An important capability of ldap is the ability to update the information in the database.

  • Most updates will be run with specially formatted ldif files. These use the same structure as the files you created to add users, but will be shorter as they will only be changing one attribute.
  • Each entry in an ldif file identifies an object to work with, and a changetype (which is an action to take on that object). Depending on the changetype, there might be an extra line for information to be changed or added.
  • Write an ldif file called update1.ldif that will add the attribute roomNumber to the user with your username. Set the value of roomNumber to be the room your class takes place in (or any room number if you are taking the course online).
  • Use ldapmodify to apply this file to your database, then run ldapsearch to confirm the new entry has been added.
  • Write a new ldif file called update2.ldif that will replace the mail address of the user with your username so that it has your actual Seneca email address. Use ldapmodify again to apply this change to the database.
  • Write a third ldif file called update3.ldif to delete the user john from the database, then apply that change using ldapmodify again.
  • Use ldapsearch to confirm that these changes have taken place.
  • Note that it is possible to write ldif files to make multiple changes at once, but that is beyond this course.

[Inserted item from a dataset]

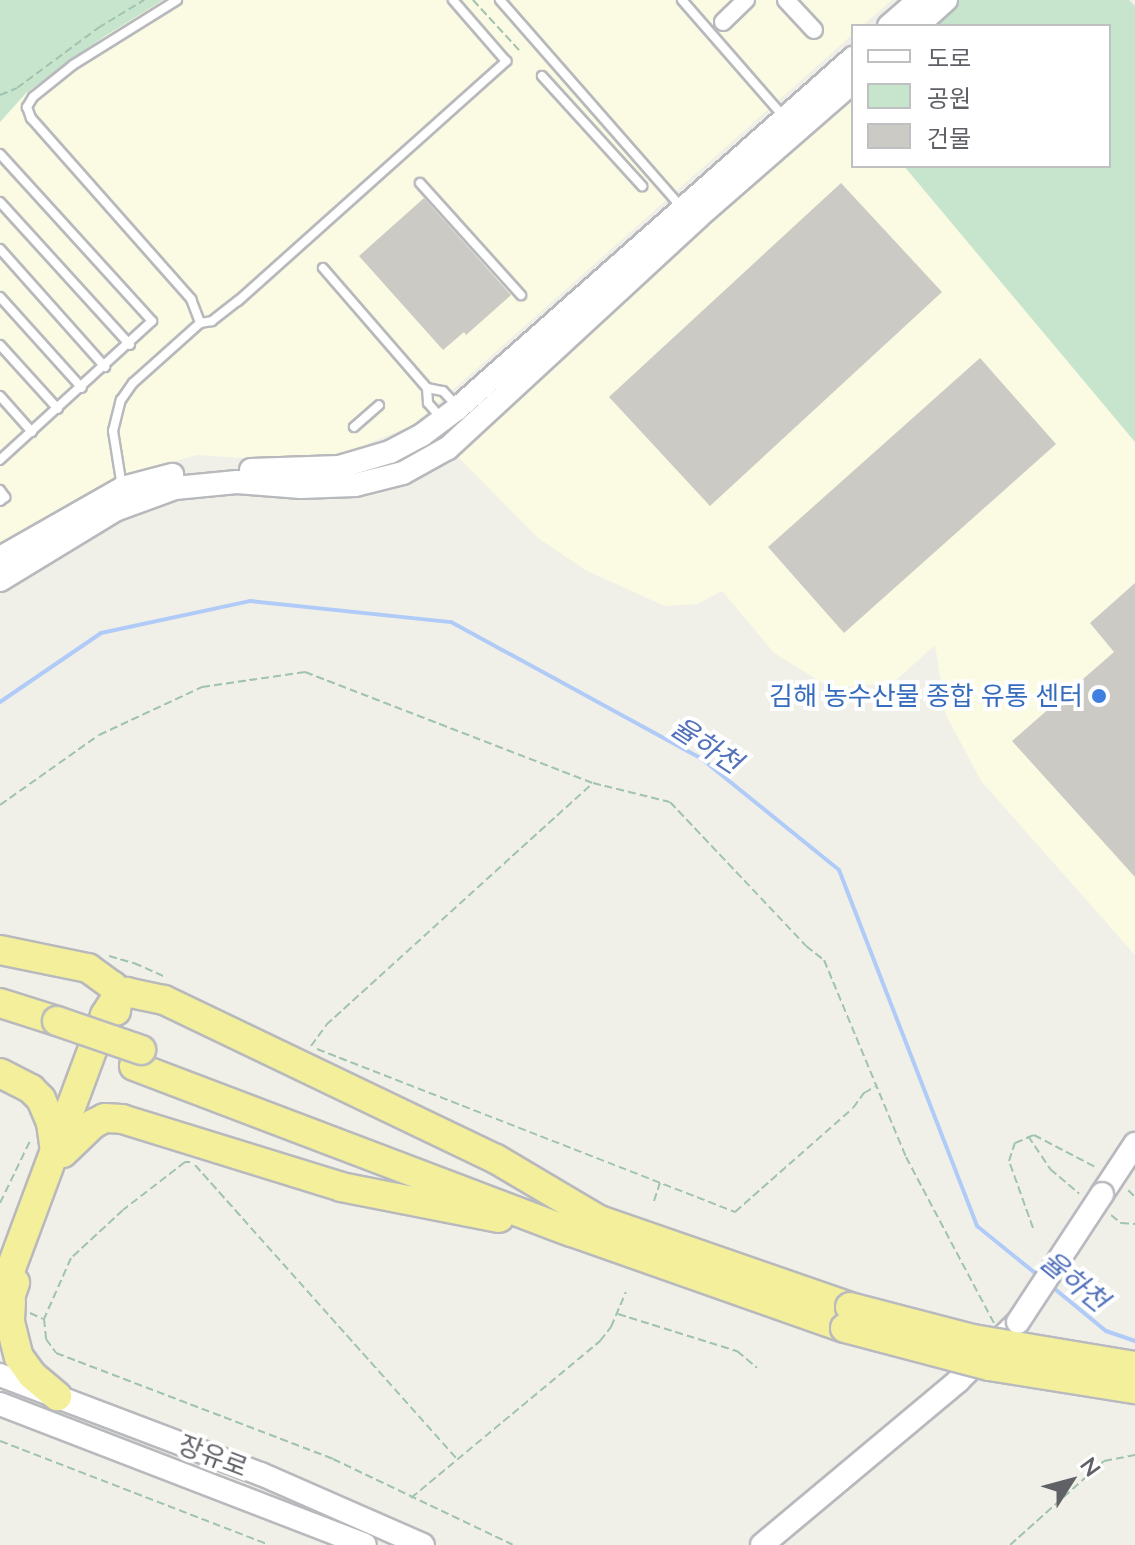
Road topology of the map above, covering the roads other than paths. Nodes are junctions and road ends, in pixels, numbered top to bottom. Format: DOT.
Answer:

Record steps, commands, and your observations in all INVESTIGATIONS here in your OPS335 lab log-book

Backup your VMs!
You MUST perform a full backup of ALL of your VMs whenever you complete your OPS335 labs or when working on your OPS335 assignments. You should be using the dump or rsync command, and you should use the Bash shell script that you were advised to create in order to backup all of your VMs.


You have now learned how to connect a client machine to an existing LDAP server for centralized authentication, as well as how to update the information held in that server.

Online Submission

Follow the instructions for lab 8 on blackboard.